2010/1/9 Lukasz Szybalski <[email protected]>:


On Jan 7, 3:55 pm, Graham Dumpleton <[email protected]>
wrote:
2010/1/8 Lukasz Szybalski <[email protected]>:

Hello,
I am running trac on modwsgi with over 500 tickets a day entered into
the system and around 15 people accessing the system. There is a
memory leak in trac version I am using. The newer version has this
supposedly fixed but I need to wait until that version is in Debian
Repository.

What I want to know is how can I setup modwsgi to serve this app best.
What seems to happen on my 3 processes and 10 threads each, is that
1st process does most of the work.

Hmmm, that shouldn't occur. The way the global cross process mutex is
managed for the listener socket means that there should be a
reasonable balancing of requests between processes. If you aren't
seeing that, not sure why at this point.

It grows in memory and after
reaching 30% of the memory it starts to slow down/will halt sometimes,
while the other 2 processes are barely getting any traffic based on
their memory consumption. If I could tweak the process/thread count so
that each process is getting equal amount of traffic then my apache
reloading could be limited to once a month hopefully instead of every
5 days.

Any insides on how to configure it so that each process does the work evenly.

Common practice with Python web applications that leak memory is to use:

  maximum-requests=10000

Nice. I will set this up and will see how it goes.


as option to WSGIDaemonProcess. Pick number of requests as appropriate.

This will cause daemon process to be automatically restarted after
that many requests being handled by that process.

That way you can have restarts occurring without you need to intervene
manually at least.

If applications hosted by a daemon process group aren't used that
often and want to reclaim memory when idle, you can also look at the
option:

  inactivity-timeout=60


Its not so much inactive processes that take the memory, so I'll stick
to the first option.


Example right now we had:

(out of 3 from top command)
apache process 1 - 19.0% memory
apache process 2 - 17.5% memory
apache process 3 - 4.8% memory

You haven't supplied your configuration so don't know how you have set
things up, but are you perhaps mistaking what are mod_wsgi daemon
processes and what is the Apache parent process or Apache server child
processes?
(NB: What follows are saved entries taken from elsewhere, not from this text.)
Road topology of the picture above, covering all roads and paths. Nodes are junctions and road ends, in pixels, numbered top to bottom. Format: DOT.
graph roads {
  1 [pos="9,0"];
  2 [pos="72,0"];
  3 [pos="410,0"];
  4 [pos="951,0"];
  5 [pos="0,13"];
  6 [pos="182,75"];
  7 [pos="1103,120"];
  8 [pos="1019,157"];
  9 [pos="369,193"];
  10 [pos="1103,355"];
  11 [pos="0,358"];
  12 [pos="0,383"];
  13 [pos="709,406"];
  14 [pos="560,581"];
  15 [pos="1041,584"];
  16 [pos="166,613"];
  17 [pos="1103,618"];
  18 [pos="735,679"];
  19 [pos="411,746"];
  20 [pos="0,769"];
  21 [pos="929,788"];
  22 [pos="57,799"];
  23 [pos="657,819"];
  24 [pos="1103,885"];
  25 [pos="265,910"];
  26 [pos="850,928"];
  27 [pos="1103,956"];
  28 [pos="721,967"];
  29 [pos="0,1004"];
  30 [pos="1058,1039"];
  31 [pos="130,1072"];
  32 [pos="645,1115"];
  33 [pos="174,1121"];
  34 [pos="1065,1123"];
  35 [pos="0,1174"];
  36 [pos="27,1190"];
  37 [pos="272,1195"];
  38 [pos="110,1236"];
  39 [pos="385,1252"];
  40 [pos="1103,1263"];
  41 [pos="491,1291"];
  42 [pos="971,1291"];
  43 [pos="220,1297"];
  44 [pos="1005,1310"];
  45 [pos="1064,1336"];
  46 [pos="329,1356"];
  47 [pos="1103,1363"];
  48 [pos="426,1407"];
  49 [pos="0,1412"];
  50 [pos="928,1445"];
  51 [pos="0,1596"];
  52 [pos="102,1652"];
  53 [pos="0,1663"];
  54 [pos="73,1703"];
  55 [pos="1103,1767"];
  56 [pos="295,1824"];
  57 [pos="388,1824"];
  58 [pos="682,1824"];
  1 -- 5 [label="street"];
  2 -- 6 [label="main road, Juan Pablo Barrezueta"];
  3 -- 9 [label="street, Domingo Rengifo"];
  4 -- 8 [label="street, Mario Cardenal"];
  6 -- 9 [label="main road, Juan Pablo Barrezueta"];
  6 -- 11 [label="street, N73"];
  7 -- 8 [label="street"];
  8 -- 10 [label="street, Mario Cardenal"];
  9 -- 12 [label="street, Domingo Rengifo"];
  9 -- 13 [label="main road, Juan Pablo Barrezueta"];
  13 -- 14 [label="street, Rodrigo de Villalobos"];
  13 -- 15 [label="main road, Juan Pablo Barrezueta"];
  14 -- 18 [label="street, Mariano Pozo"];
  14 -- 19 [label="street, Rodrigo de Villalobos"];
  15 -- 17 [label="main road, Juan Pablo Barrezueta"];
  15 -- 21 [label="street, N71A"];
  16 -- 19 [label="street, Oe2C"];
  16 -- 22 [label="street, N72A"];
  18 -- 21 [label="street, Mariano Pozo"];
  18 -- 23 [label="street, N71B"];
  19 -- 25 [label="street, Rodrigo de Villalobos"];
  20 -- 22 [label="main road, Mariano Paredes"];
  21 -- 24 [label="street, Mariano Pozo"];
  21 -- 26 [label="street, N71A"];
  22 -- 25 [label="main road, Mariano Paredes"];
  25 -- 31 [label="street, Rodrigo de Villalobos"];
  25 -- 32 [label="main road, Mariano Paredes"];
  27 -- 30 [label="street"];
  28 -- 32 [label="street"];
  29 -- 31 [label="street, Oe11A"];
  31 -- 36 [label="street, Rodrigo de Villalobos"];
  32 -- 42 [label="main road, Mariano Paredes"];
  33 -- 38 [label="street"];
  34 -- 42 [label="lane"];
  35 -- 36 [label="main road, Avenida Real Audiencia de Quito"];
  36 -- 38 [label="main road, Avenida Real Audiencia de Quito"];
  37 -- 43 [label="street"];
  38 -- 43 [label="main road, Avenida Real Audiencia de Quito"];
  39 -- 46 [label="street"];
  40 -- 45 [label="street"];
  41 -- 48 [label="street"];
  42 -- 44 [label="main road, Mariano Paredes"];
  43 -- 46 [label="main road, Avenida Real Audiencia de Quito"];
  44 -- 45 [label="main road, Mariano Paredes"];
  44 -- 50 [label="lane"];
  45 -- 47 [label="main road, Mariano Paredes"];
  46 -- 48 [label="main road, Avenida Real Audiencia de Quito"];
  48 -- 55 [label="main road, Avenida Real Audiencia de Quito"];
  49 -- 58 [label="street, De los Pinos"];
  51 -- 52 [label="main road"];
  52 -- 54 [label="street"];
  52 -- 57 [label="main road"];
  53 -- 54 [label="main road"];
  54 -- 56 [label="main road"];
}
If you don't name them, they will all appear as Apache
httpd process.

What you would have is:

1 Apache parent process (quite small)
m Apache server child processes (bigger, but still not that big if not
using embedded mode)
n mod_wsgi daemon process (could be quite bug)

You can identify the parent process by looking at PPID of other
processes. The pid which all but one process has as PPID will be the
parent process.

The mod_wsgi daemon processes you can separate by using the
'display-name' option to WSGIDaemonProcess to name them. Eg.

 WSGIDaemonProcess mystuff display-name=%{GROUP}

will see mod_wsgi daemon processes named '(wsgi:mystuff)'.

Do note though that you will not see this name in standard 'top'
program. I believe 'htop' will show it. Otherwise only way to see it
is to use a BSD derived 'ps' program. On latter point, on Solaris for
example, you need to use /usr/ucb/ps and not /usr/bin/ps.

Check that and see what you come up with.

Graham

Thanks for you help.
Lucas


This will cause a daemon mode process to be restarted after 60 seconds
on inactivity.

Note that if using maximum-requests, always a good idea to use
multiple processes in daemon process group so that other processes can
handle requests while it is restarting.

If startup cost of loading a Python application is large if done on
first request, also want to consider looking at preloading. For
mod_wsgi 2.X+ look at WSGIImportScript directive. For mod_wsgi 3.X+
you can also trigger preloading by using both process-group and
application-group options to WSGIScriptAlias instead of separate
WSGIProcessGroup/WSGIApplication. Being bound to WSGIScriptAlias,
mod_wsgi knows where it can preload it.